> On 25 Aug 2024, at 00:01, Ilija Tovilo <[email protected]> wrote:
>
> Hi Stephen
>
> On Sat, Aug 24, 2024 at 1:54 PM Stephen Reay <[email protected]> wrote:
>>
>> Thanks for clarifying. Out of curiosity, how much optimisation do you imagine would be
>> possible if the lookups were done the same was as classes (ie no fallback, names must be local,
>> qualified or imported with use
)?
>
> I haven't measured this case specifically, but if unqualified calls to
> local functions are indeed rare (which the last analysis seems to
> indicate), then it should make barely any difference. Of course, if
> your code makes lots of use of them, then the story might be
> different. That said, the penalty of an ambiguous internal call is
> much higher than that of a user, local call, given that internal calls
> sometimes have special optimizations or can even be entirely executed
> at compile time. For local calls, it will simply lead to a double
> lookup on first execution.
>
>> I am aware this is a BC break. But if it's kosher to discuss introducing a never
>> ending BC break I don't see why this isn't a valid discussion either. It would give
>> *everyone* that elusive 2-4% performance boost, would resolve any ambiguity about which function a
>> person intended to call (the claimed security issue) and would bring consistency with the way
>> classes/etc are referenced.
>
>> From my analysis, there were 2 967 unqualified calls to local
> functions in the top 1 000 repositories. (Disclaimer: There might be a
> "use function" at the top for some of these, the analysis isn't that
> sophisticated.)
>
> I also ran the script to check for unqualified calls to global
> functions (or at least functions that weren't statically visible in
> that scope in any of the repositories files), and there were ~139 000
> of them. It seems like this is quite a different beast. To summarize:
>
> 1. Flipping lookup order: ~a few dozens of changes
> 2. Global only: ~3 000 changes
> 3. Local only: ~139 000 changes
>
> While much of this can be automated, huge diffs still require
> reviewing time, and can lead to many merge conflicts which also take
> time to resolve. I would definitely prefer to go with 1. or
> potentially 2.
>
> Ilija
>
Hi Ilija,
I understand that a change like (3) is a huge BC break, and as I said earlier, I wasn't
actually suggesting that is the action to take, because I don't think there is sufficient
reason to take *any* action. But given that some people in this thread seem convinced that *a*
change to functionality is apparently required, I do think every potential change, and it's
pros and cons, should be discussed.
As I've said numerous times, and been either outright dismissed or ignored: there has been a
consistent push from a non-trivial number of internals members that userland developers should make
better use of regular functions, rather than using classes as fancy namespaces. There was a recent
RFC vote that implicitly endorsed this opinion.

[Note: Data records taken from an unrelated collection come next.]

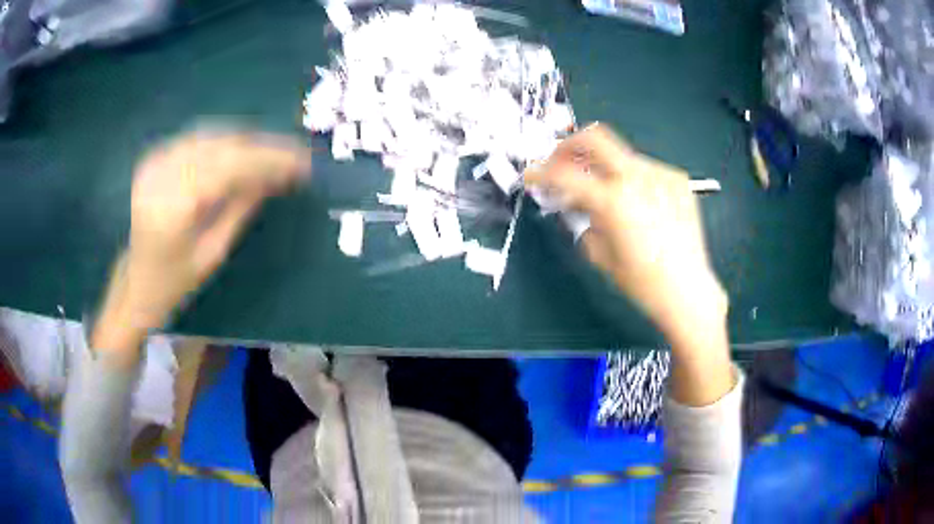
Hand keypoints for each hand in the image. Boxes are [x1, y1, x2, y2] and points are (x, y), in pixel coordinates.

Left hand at [92, 128, 310, 360]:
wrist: (135, 281)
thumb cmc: (174, 282)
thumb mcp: (213, 252)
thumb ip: (241, 208)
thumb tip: (275, 177)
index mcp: (173, 209)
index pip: (229, 167)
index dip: (268, 160)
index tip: (302, 163)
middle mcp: (161, 176)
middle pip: (221, 146)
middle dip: (262, 148)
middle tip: (294, 154)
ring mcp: (155, 163)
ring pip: (211, 136)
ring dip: (246, 140)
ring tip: (274, 151)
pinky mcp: (154, 158)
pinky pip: (196, 138)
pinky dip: (224, 140)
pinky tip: (243, 148)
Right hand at [525, 124, 733, 404]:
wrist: (688, 291)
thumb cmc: (642, 282)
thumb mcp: (601, 255)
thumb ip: (582, 221)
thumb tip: (576, 204)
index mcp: (614, 199)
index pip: (564, 173)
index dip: (540, 173)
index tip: (531, 176)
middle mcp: (637, 177)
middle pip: (594, 137)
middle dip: (568, 146)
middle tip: (559, 163)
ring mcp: (660, 175)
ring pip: (620, 153)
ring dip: (600, 164)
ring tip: (598, 188)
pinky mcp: (677, 180)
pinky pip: (644, 168)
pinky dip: (628, 176)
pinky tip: (631, 199)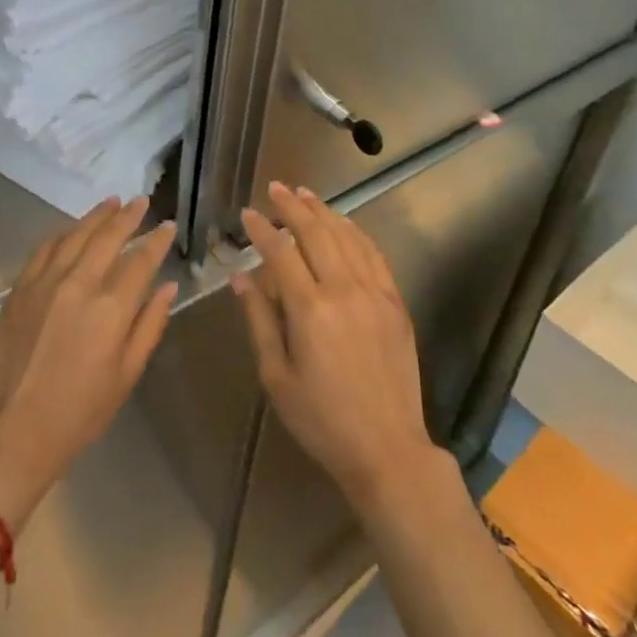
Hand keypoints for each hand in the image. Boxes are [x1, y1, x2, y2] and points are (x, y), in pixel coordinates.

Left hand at [0, 197, 178, 523]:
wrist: (16, 430)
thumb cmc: (81, 410)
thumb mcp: (127, 374)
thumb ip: (150, 325)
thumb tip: (168, 287)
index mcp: (110, 309)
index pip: (141, 261)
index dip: (157, 240)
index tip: (168, 225)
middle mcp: (79, 285)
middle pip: (108, 237)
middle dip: (128, 216)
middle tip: (142, 201)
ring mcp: (45, 283)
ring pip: (75, 235)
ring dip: (96, 216)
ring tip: (112, 202)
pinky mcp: (20, 290)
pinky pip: (44, 249)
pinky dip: (62, 234)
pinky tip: (72, 229)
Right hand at [233, 183, 436, 513]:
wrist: (387, 448)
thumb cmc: (321, 420)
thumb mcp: (277, 377)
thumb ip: (259, 320)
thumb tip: (241, 278)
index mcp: (310, 310)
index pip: (281, 252)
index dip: (262, 229)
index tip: (247, 213)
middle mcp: (344, 290)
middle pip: (316, 232)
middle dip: (292, 206)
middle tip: (275, 188)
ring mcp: (375, 293)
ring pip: (347, 236)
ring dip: (324, 211)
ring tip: (305, 194)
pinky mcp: (396, 302)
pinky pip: (374, 254)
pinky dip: (356, 232)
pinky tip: (344, 223)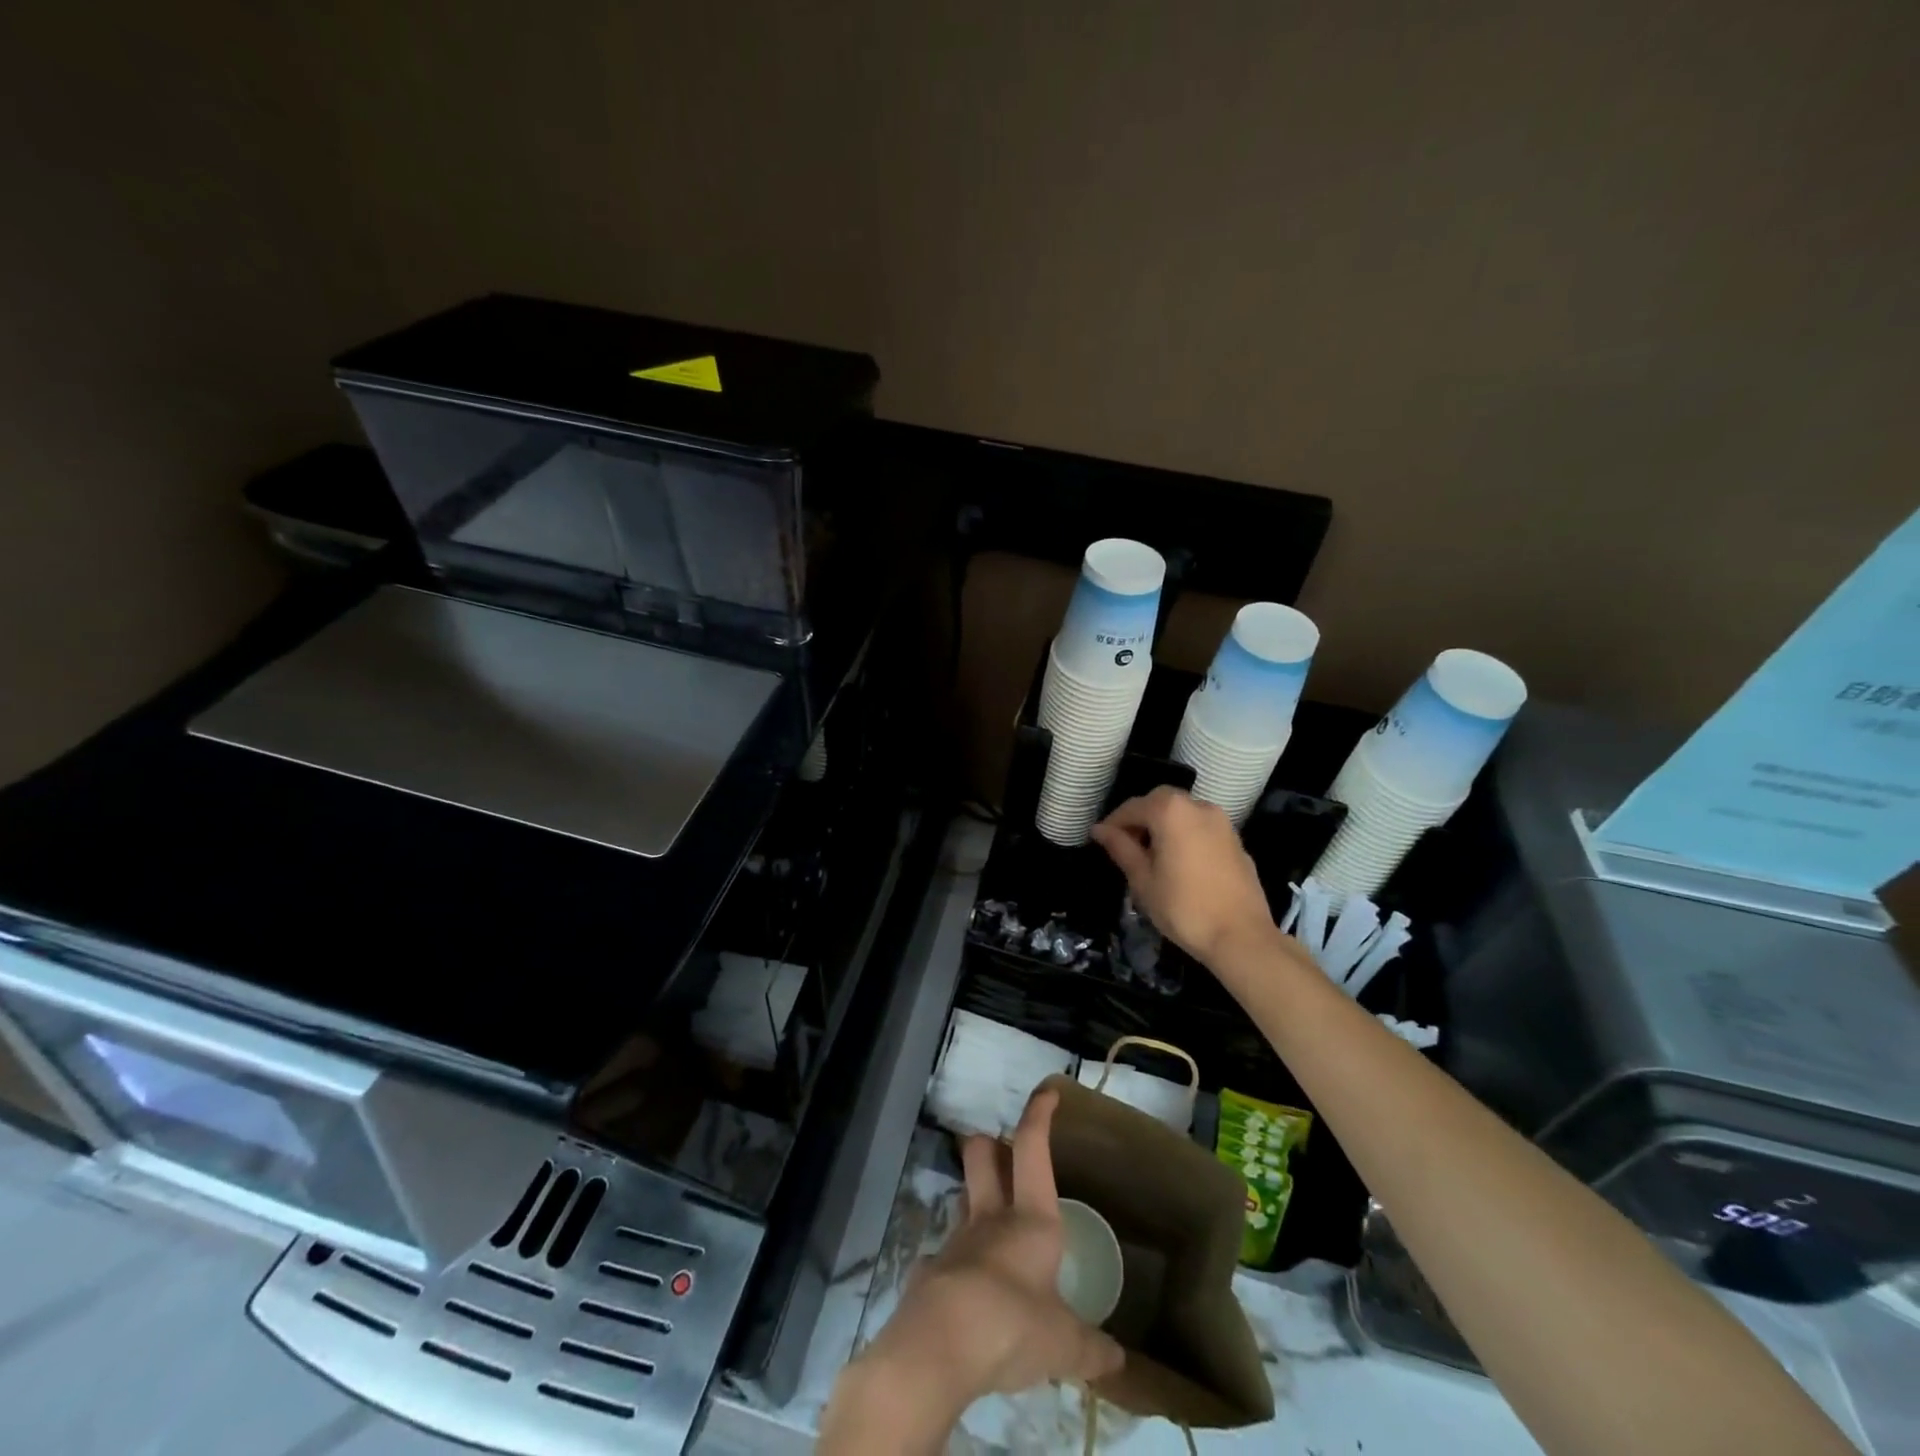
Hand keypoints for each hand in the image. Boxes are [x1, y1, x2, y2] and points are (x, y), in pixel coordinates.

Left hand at [821, 1091, 1122, 1451]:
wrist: (940, 1345)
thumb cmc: (1013, 1324)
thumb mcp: (1064, 1344)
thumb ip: (1090, 1348)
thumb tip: (1119, 1361)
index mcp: (1031, 1219)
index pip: (1033, 1148)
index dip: (1039, 1115)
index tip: (1047, 1091)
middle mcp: (991, 1218)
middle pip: (982, 1155)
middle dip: (991, 1144)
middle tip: (1003, 1151)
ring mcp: (956, 1241)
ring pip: (963, 1197)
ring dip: (974, 1198)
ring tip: (991, 1223)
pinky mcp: (930, 1271)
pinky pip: (945, 1255)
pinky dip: (957, 1264)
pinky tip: (968, 1292)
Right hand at [1091, 787, 1276, 965]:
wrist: (1241, 936)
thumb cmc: (1183, 907)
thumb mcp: (1143, 879)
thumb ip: (1121, 848)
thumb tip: (1100, 830)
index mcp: (1171, 812)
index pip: (1132, 807)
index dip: (1113, 823)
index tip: (1100, 840)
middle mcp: (1198, 806)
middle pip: (1160, 802)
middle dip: (1140, 818)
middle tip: (1126, 845)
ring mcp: (1222, 822)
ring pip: (1183, 812)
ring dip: (1163, 825)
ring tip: (1152, 855)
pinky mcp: (1236, 840)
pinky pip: (1201, 828)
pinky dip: (1185, 834)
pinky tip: (1179, 862)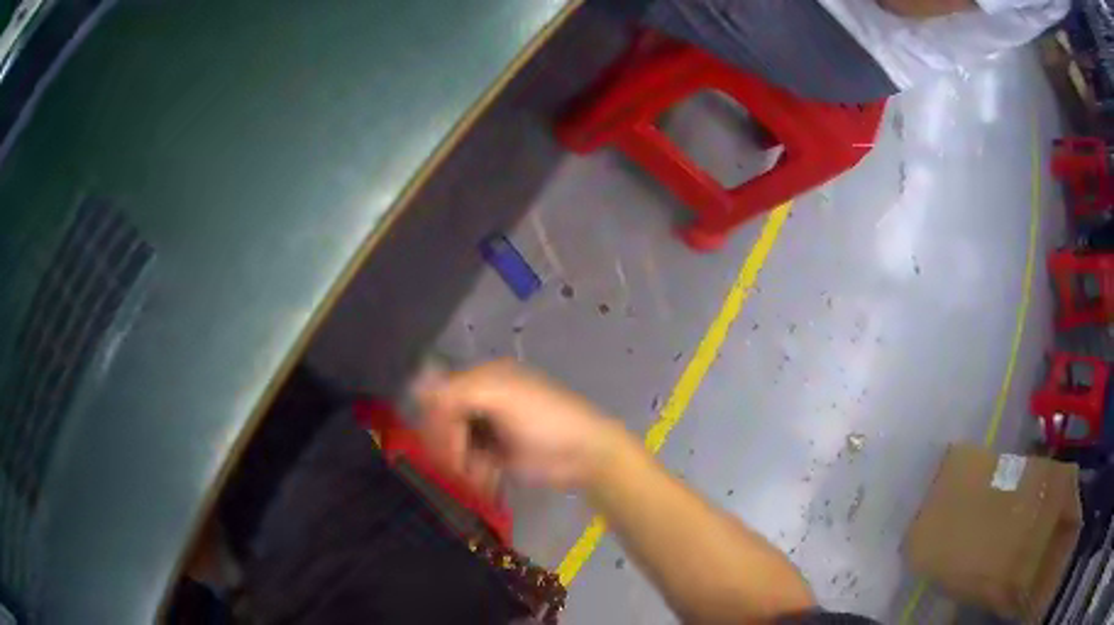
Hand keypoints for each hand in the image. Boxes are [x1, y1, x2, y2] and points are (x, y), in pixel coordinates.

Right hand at [415, 360, 622, 490]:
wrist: (585, 454)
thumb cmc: (545, 419)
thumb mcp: (502, 397)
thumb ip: (457, 391)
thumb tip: (417, 390)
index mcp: (485, 378)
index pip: (441, 396)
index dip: (436, 422)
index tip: (441, 448)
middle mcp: (483, 399)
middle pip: (444, 423)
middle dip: (449, 447)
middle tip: (459, 467)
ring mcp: (490, 428)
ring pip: (454, 446)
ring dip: (463, 463)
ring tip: (481, 475)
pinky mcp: (496, 454)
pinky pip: (470, 463)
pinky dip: (475, 473)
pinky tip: (489, 480)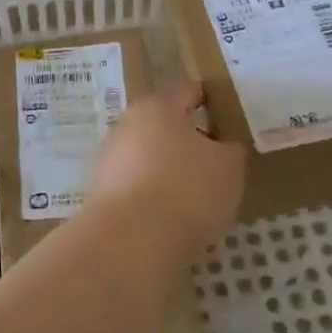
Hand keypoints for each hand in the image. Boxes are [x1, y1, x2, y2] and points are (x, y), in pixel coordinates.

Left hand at [88, 82, 244, 252]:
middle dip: (189, 141)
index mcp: (158, 107)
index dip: (210, 101)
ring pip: (148, 158)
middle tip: (216, 162)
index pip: (188, 92)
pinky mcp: (101, 194)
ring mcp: (109, 160)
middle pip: (164, 126)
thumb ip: (230, 150)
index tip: (226, 115)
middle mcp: (127, 126)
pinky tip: (173, 218)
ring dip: (170, 171)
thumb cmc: (187, 189)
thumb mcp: (228, 167)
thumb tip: (222, 147)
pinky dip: (154, 197)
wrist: (131, 240)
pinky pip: (137, 188)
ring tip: (198, 196)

Right now, the lookup rules make namespaced regular functions a consistent experience for
developers, but the lack of autoload makes it unpopular, and the lack of visibility for such symbols
can be problematic.
With the change you're proposing, there will be *another* hurdle that makes the use of regular
namespaced functions harder/less intuitive, or potentially (with option 1) unpredictable over PHP
versions, due to the constant threat of BC breaks due to new builtin functions - right when we have
not one but two RFCs for function autoloading (arguably the biggest barrier to their increased usage
in userland).
So the whole reason I asked about (3) is because it would
- (a) bring consistency with class/interface/trait symbols;
- (b) inherently bring the much desired 2% performance boost for function calls, because people
would be forced to qualify the names;
- (c) have zero risk of of future WTF BC break when a new global function interrupting local
function lookups;
- (d) have no need for a new "simpler" qualifying syntax (you can't get shorter than
1 character);
- (e) presumably simplify function autoloading, because there's no longer any
"fallback" step to worry about before triggering an autoloader;
- (e) even solve the "security" concerns John raised, because the developer would be
forced to qualify their usage if they wanted to use the builtin function - their intent is always
explicit, never guessed.
Yes, it is a huge BC break in terms of the amount of code that's affected. But it's almost
certainly one of the simplest BC break to "fix" in the history of PHP BC breaks.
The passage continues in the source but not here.